Mango Markets was robbed of $100 million in funds by an exploit in the second $100 million DeFi hack this week. Mango Markets announced Tuesday evening that a hacker was able to drain funds from the company using Oracle price manipulation.

Last Thursday, $100 million was stolen from another DeFi protocol, Binance Smart Chain. According to OtterSec, a blockchain auditing website, the attacker temporarily increased the value of their collateral before borrowing from the Mango treasury. Mango Markets is a Solana-based platform for trading digital assets for spot margin and perpetual futures on the Solana blockchain. Mango DAO governs Mango Markets.

“At 6:19 PM ET, an attacker funded account A with 5mm USDC collateral,” Genesis Global Trading’s Head of Derivatives, Joshua Lim, tweeted.

According to Lim, the attacker then sold 483 million units of MNGO perps (perpetual contracts) on the Mango Markets order book. The attacker then funded another account with 5 million USDC collateral at 6:24 PM ET to purchase those 483 million MNGO perps for $0.03 per unit.

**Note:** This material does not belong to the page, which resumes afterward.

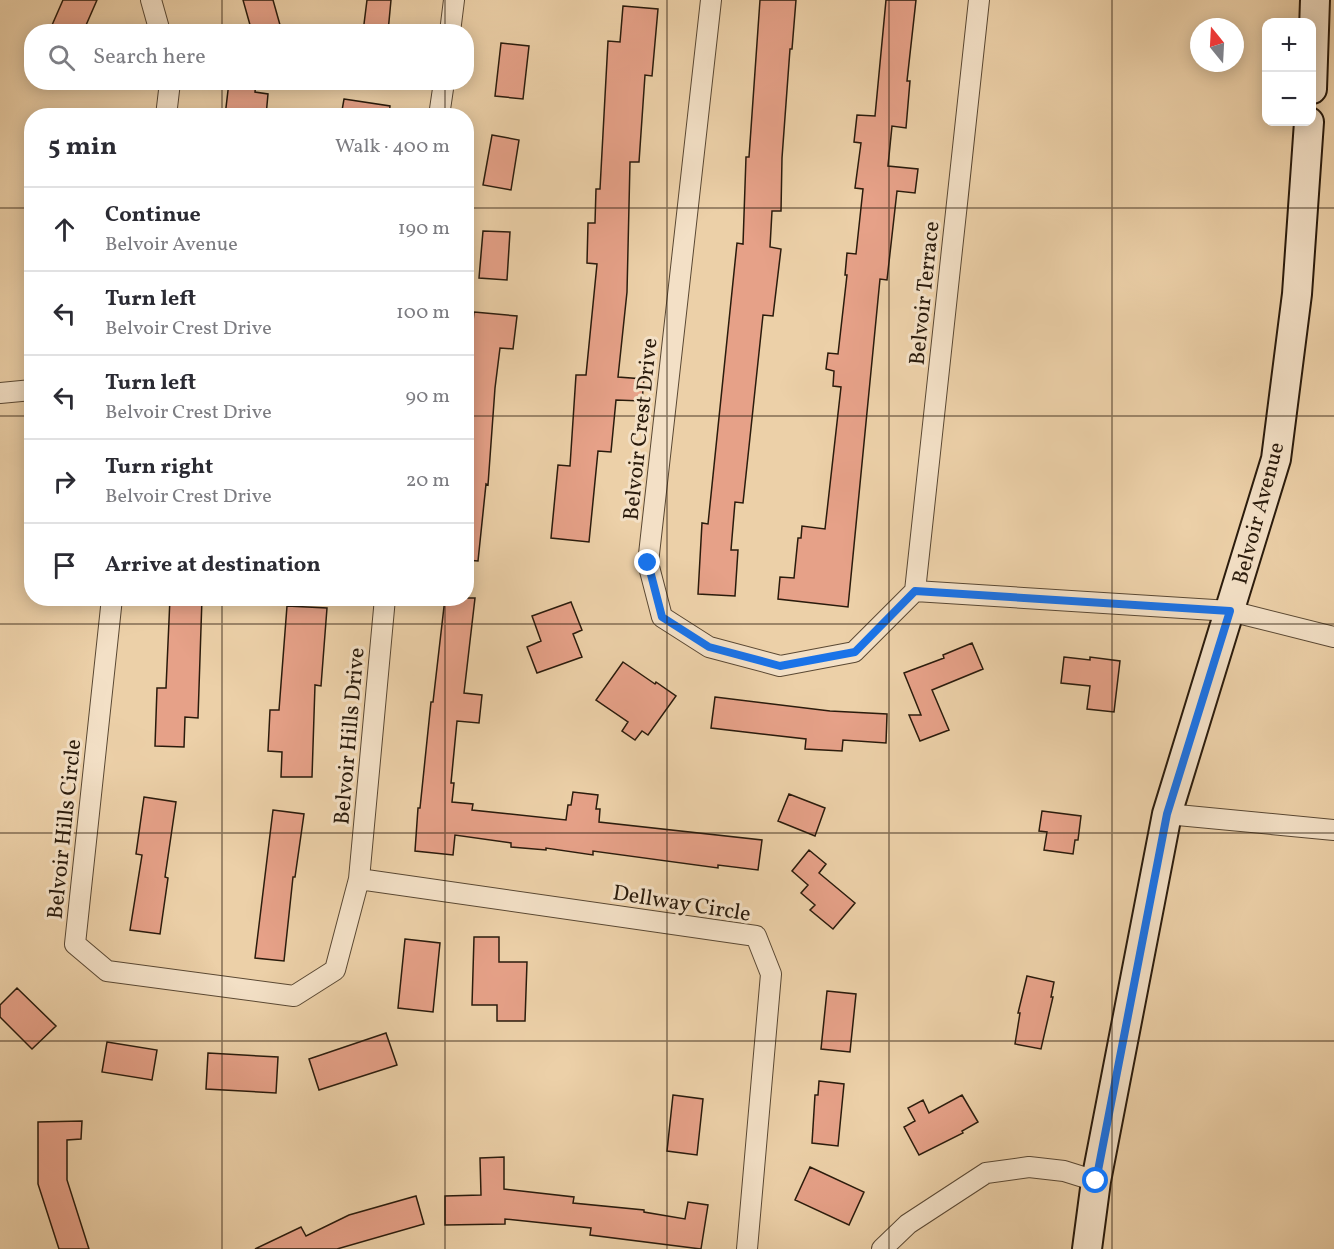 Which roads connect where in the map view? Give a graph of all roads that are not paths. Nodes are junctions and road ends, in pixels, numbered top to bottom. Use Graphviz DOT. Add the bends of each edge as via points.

The attacker began moving the Mango spot market price at 6:26 PM ET, driving the price to $0.91 and the value of the 483 million MNGO to $423 million.

After that, the attacker borrowed $116 million, leaving Mango’s treasury with a negative balance of -116.7 million. All of Mango’s liquidity was drained: USDC, MSOL, SOL, BTC, USDT, SRM, and MNGO were all drained. In response, Mango Markets has disabled deposits and is attempting to freeze third-party funds.

A Twitter user pointed out that the attacker received 5.5 million dollars from FTX, prompting FTX CEO Sam Bankman-Fried to respond by saying that the company is looking into it. Mango Markets has offered the attacker a bug bounty in exchange for the return of the stolen funds.